Important statement #5 about how the Universe works:

Gravity : every mass in the universe pulls on every other mass in the universe

each source mass M_s contributes to the gravity field g at each location.
. . . the total gravitational influence emanating from source mass M_s ~ GM_s , pointed toward the source mass ,
      with G = 6.67E−11[Nm²/kg²] = 66.7[N/kg · (Mkm)²/(1E30kg)] ,
      or . . . G = 5.931E−3[N/kg · (au)²/M_Solar] <= astronomical units
. . . this influence spreads out, 2 ways in 3-d space, so the contribution to g is weaker far from the source ;
      so strength contributed goes as 1/"distance squared" = 1/r² from that source
      . . . { its contributed g piercing thru the whole surface of any surrounding shell is the same => g·A = 4π GM_s }
=> g_{by M} = G M / r²_M-to-point (toward M) . . . then use   F_{gravity, on m} = mg ; NOTICE : m ≠ M !

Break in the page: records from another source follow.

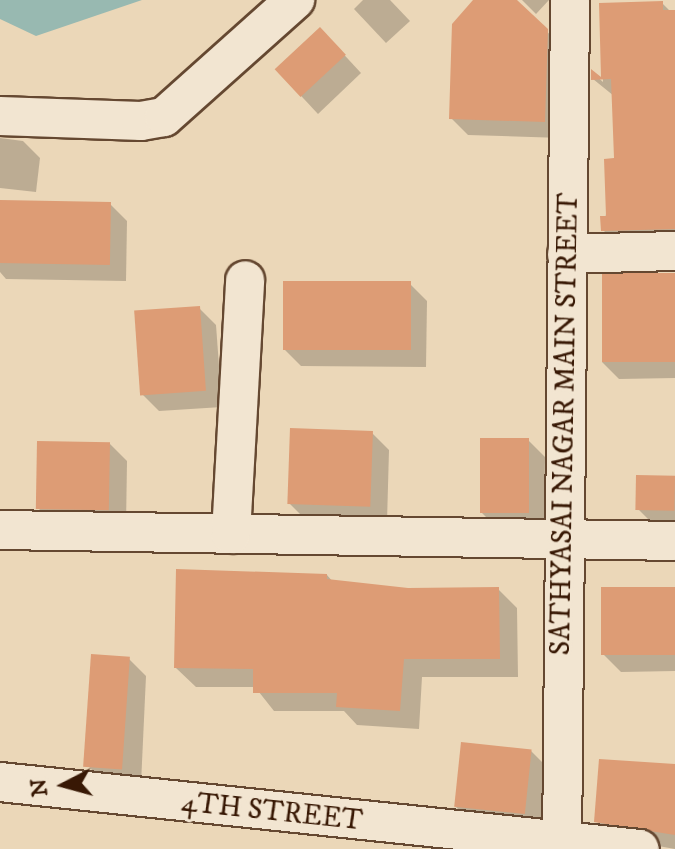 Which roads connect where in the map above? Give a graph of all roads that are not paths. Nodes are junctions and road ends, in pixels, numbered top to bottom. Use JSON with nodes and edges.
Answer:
{"nodes":[{"id":1,"x":295,"y":0,"type":"edge"},
{"id":2,"x":570,"y":0,"type":"edge"},
{"id":3,"x":0,"y":116,"type":"edge"},
{"id":4,"x":675,"y":251,"type":"edge"},
{"id":5,"x":567,"y":254,"type":"junction"},
{"id":6,"x":245,"y":280,"type":"dead end"},
{"id":7,"x":0,"y":530,"type":"edge"},
{"id":8,"x":231,"y":534,"type":"junction"},
{"id":9,"x":562,"y":537,"type":"junction"},
{"id":10,"x":675,"y":541,"type":"edge"},
{"id":11,"x":0,"y":782,"type":"edge"},
{"id":12,"x":562,"y":847,"type":"edge"},
{"id":13,"x":640,"y":849,"type":"edge"}],
"edges":[{"from":1,"to":3,"type":"street"},
{"from":2,"to":5,"type":"street","name":"SATHYASAI NAGAR MAIN STREET"},
{"from":4,"to":5,"type":"street"},
{"from":5,"to":9,"type":"street","name":"SATHYASAI NAGAR MAIN STREET"},
{"from":6,"to":8,"type":"street"},
{"from":7,"to":8,"type":"street"},
{"from":8,"to":9,"type":"street"},
{"from":9,"to":10,"type":"street"},
{"from":9,"to":12,"type":"street","name":"SATHYASAI NAGAR MAIN STREET"},
{"from":11,"to":12,"type":"street","name":"4TH STREET"},
{"from":12,"to":13,"type":"street","name":"4TH STREET"}]}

The contribution to g from every source mass (reasonably nearby) must be added as a vector
      to get the total   g   at that place (the field point) .
. . . so there IS only ONE gravity field vector at any location , after adding all the contributions ... (3 components, one vector)

Since the gravitational influence spreads with distance from the souce Mass ,
      the gravity field is more intense on the "near side" of an object than it is on the "far side" of the object.
. . . relative to the average field at the object , these "excess" and "deficit" Forces (per unit object mass) seem to pull outward
      Tidal Tension (per unit mass in the object) = g_near − g_average   and   g_average − g_near   .
=> Δg = g / (1 ± Δr/R)²
. . . this is almost the same on each side , and if the stressed object is small (compared with source Mass distance ; Δr/R << 1 )
=> Δg ≈ ( ^d/_dr{g(r)}|_R ) · Δr   . . . ≈ 2gΔr/R   .

For a "field point" anywhere inside a hollow shell of mass, the gravity field contributions from all the shell source Mass will cancel !
. . . only M located non-isotropically around the field point contribute to g .
=> gravity is weaker at the bottom of a deep hole into Earth ... only the "inside" Mass counts .